Friday, September 2, 2011

Self Discipline



With each new blog, I promise myself to become focused and disciplined in making posts. As you can see from the dates, I have failed. This procrastination trickles into my exercise schedule, my Facebook and other media posts, and even my correspondence efforts. Does anyone else have this problem?

It feels like there is just too much going on. As I reexamine what I’ve done that could cause the hours to vaporize, I see so many different interruptions or distraction that I don’t know which one to blame. As with most chronic behavior…why is it so much easier to give self-destructive habits priority over sound, healthy, logic?

I learned that we invest the most time into the thing from which we want the most benefit. An example is that if a child learns that more attention is gained from misbehaving than from being good, they will be naughty…even if the attention they receive is painful. Applying that information here; we get endorphin releases from every emotion we feel whether it is pain or pleasure. After a while, our addiction to the chemical causes something similar to a scratch in a record...an easy path to follow. I believe that when we are not getting enough endorphins from 'happy' or healthy habits we fall back on the other.

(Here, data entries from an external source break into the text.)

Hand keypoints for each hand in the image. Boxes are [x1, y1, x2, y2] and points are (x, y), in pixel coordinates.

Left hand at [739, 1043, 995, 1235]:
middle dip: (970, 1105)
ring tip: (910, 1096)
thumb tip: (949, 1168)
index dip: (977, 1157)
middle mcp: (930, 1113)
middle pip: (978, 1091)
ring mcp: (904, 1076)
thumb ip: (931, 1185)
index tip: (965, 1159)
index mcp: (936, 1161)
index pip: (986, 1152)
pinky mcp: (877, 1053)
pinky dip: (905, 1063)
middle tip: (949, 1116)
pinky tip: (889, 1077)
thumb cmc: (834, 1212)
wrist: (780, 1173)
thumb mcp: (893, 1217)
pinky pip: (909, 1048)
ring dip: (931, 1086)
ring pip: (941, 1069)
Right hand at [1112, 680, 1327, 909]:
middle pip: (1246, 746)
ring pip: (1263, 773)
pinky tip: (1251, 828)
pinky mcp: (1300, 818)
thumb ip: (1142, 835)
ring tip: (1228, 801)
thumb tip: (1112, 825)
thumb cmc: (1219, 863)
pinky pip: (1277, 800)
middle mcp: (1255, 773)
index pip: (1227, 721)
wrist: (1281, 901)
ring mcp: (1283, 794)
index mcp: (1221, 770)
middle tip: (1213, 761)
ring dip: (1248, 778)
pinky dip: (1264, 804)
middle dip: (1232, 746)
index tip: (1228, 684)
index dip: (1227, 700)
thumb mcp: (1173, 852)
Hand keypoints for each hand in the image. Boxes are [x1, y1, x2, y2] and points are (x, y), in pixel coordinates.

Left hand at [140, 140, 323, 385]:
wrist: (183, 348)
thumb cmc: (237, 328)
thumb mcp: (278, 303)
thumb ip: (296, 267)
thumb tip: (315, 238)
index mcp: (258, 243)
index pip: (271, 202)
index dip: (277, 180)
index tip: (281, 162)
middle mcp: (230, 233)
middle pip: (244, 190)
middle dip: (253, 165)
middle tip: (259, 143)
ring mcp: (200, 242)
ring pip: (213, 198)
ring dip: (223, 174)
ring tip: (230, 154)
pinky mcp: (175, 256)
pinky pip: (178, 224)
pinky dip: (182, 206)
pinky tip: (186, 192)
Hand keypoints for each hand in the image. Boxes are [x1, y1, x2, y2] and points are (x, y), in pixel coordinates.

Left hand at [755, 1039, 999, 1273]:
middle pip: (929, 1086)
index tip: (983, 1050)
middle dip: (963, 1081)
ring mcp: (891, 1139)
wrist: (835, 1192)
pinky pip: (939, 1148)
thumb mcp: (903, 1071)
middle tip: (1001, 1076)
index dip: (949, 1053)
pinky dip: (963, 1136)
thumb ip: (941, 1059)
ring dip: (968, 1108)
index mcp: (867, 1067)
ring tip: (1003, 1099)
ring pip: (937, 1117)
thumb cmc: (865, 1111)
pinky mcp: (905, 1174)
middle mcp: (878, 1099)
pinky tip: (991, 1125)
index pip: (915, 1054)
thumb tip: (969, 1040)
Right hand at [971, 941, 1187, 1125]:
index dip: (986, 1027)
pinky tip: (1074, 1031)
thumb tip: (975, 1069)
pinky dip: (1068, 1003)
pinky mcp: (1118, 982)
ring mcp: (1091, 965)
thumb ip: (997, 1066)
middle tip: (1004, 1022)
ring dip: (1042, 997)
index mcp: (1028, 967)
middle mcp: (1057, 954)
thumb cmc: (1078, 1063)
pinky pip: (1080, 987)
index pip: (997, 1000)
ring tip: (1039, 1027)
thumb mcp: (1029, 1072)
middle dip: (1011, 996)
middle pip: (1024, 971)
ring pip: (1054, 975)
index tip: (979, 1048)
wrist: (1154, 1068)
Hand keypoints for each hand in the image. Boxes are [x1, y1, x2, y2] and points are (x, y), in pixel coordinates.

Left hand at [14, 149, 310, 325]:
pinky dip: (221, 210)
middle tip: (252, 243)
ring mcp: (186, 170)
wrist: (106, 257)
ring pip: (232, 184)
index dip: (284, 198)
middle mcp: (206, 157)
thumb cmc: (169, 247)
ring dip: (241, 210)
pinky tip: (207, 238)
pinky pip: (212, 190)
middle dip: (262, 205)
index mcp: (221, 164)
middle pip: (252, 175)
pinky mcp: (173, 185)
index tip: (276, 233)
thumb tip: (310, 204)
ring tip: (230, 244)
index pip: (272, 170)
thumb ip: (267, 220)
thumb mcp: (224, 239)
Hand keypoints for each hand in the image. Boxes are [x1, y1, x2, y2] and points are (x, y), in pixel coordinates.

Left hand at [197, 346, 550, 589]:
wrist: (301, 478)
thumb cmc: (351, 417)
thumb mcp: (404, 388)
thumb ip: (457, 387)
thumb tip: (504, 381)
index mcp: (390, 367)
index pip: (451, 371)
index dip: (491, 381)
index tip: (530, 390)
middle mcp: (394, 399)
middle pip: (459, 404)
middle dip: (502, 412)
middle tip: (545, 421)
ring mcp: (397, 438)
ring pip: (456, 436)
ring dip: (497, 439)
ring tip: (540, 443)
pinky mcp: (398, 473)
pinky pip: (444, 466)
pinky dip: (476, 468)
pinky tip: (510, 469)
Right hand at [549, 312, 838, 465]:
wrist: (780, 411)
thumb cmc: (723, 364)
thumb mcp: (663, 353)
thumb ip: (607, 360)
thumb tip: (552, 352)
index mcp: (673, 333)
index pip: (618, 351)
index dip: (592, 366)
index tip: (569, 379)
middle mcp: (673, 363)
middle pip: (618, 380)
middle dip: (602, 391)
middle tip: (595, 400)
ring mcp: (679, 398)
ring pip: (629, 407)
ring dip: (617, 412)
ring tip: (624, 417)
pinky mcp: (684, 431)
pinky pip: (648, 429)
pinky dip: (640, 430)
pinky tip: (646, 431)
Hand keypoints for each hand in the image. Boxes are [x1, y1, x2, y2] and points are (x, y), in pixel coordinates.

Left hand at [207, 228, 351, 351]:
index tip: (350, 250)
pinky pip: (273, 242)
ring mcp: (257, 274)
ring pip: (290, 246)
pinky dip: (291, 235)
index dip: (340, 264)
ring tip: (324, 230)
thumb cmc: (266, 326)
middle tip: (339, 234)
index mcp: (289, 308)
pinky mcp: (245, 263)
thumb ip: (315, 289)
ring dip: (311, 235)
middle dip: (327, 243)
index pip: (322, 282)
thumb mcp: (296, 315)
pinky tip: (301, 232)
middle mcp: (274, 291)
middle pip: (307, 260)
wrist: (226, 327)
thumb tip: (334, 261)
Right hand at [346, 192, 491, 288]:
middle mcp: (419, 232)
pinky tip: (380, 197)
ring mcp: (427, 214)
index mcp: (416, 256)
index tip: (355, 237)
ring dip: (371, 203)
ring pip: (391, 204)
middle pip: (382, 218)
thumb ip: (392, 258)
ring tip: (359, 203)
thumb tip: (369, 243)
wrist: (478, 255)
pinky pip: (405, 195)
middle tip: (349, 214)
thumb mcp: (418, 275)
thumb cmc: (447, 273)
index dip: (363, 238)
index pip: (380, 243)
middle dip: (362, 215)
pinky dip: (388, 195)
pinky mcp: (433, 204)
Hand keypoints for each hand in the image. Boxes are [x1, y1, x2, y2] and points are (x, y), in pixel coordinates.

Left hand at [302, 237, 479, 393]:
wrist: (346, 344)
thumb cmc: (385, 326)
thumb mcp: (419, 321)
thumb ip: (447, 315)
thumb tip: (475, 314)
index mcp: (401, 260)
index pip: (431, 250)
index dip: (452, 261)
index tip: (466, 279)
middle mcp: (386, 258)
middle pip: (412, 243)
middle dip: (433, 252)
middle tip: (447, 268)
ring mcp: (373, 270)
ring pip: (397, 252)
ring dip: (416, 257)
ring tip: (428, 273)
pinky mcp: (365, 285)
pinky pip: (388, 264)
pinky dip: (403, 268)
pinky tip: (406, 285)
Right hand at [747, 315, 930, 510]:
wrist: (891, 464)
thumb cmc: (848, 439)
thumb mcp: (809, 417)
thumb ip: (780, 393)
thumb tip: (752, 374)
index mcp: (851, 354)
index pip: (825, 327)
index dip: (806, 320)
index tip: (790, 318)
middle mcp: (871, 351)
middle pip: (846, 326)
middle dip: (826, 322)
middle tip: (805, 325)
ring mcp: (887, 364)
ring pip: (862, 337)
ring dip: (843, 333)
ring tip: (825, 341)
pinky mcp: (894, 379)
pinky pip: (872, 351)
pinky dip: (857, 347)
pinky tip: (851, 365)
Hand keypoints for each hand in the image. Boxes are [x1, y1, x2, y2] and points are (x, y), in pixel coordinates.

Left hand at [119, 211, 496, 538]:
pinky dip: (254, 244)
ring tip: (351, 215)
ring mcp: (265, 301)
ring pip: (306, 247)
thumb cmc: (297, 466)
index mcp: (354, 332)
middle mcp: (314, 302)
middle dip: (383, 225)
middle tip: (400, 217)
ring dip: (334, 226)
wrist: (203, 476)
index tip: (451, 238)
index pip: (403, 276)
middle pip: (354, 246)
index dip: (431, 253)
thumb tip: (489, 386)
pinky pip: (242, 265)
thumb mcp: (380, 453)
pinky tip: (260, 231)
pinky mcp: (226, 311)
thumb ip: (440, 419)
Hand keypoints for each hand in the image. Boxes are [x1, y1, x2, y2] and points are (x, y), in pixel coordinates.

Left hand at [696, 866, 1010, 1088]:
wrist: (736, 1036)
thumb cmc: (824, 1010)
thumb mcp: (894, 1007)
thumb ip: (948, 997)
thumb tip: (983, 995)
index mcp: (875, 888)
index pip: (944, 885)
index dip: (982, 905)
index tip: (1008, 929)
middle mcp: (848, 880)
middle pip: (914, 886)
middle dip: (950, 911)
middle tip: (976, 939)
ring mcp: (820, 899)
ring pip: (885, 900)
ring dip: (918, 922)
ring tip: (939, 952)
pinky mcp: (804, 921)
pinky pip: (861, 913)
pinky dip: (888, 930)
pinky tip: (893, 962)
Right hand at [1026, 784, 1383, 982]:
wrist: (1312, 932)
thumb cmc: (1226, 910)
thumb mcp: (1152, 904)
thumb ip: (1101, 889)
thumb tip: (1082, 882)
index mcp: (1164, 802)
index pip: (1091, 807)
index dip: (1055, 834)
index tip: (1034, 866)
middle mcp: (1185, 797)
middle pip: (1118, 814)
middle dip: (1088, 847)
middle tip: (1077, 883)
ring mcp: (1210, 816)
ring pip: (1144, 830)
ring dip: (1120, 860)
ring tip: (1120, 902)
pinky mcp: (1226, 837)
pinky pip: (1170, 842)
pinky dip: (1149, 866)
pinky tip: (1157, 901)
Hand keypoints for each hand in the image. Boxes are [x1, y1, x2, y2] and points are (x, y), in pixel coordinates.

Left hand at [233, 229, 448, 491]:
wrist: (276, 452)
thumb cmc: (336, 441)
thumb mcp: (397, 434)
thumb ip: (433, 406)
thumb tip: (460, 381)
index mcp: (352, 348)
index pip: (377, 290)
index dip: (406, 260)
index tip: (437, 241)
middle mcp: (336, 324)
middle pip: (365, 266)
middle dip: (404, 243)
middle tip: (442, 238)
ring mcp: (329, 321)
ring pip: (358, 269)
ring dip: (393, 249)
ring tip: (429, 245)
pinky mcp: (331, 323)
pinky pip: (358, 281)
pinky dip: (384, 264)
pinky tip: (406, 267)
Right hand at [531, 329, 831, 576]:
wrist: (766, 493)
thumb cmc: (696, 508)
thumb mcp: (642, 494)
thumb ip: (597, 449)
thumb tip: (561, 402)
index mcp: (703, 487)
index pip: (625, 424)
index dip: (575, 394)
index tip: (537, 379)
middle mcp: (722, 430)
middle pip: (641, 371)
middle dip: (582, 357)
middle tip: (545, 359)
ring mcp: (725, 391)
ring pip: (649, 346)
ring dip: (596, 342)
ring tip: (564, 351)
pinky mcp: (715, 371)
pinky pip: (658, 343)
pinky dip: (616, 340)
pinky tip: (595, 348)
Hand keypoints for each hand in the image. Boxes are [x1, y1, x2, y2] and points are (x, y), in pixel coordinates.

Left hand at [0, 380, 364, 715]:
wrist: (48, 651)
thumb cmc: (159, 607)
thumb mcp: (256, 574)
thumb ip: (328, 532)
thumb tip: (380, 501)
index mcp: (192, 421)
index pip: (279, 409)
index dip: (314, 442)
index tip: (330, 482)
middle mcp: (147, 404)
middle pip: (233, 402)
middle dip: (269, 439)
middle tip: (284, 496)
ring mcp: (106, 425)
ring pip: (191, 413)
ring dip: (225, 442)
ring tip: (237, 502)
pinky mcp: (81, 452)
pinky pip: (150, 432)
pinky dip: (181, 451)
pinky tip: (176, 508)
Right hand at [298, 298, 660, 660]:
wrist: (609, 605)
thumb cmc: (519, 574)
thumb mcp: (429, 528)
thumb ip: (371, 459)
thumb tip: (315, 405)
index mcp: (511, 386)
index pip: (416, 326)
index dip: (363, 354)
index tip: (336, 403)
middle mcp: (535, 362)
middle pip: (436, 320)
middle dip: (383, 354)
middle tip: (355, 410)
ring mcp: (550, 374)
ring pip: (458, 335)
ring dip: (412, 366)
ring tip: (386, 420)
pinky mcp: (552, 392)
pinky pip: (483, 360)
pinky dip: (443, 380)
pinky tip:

I’ve remembered a tool that may allow me to retrain the source of my stimulus. During my years in sales I learned about making a ‘5 Most Important Things’ list. To do this, simply write a list of the 5 most important things you want to complete the next day. It helps to write them in order of their priority. Then check off each item as it is completed; a nice neurochemical release in itself. The list helps keep you on track regardless of interruptions. If by some chance, the list is not completed by the end of the day, just move that item(s) to the top of the next day’s list. Ahhhh, that feels better already.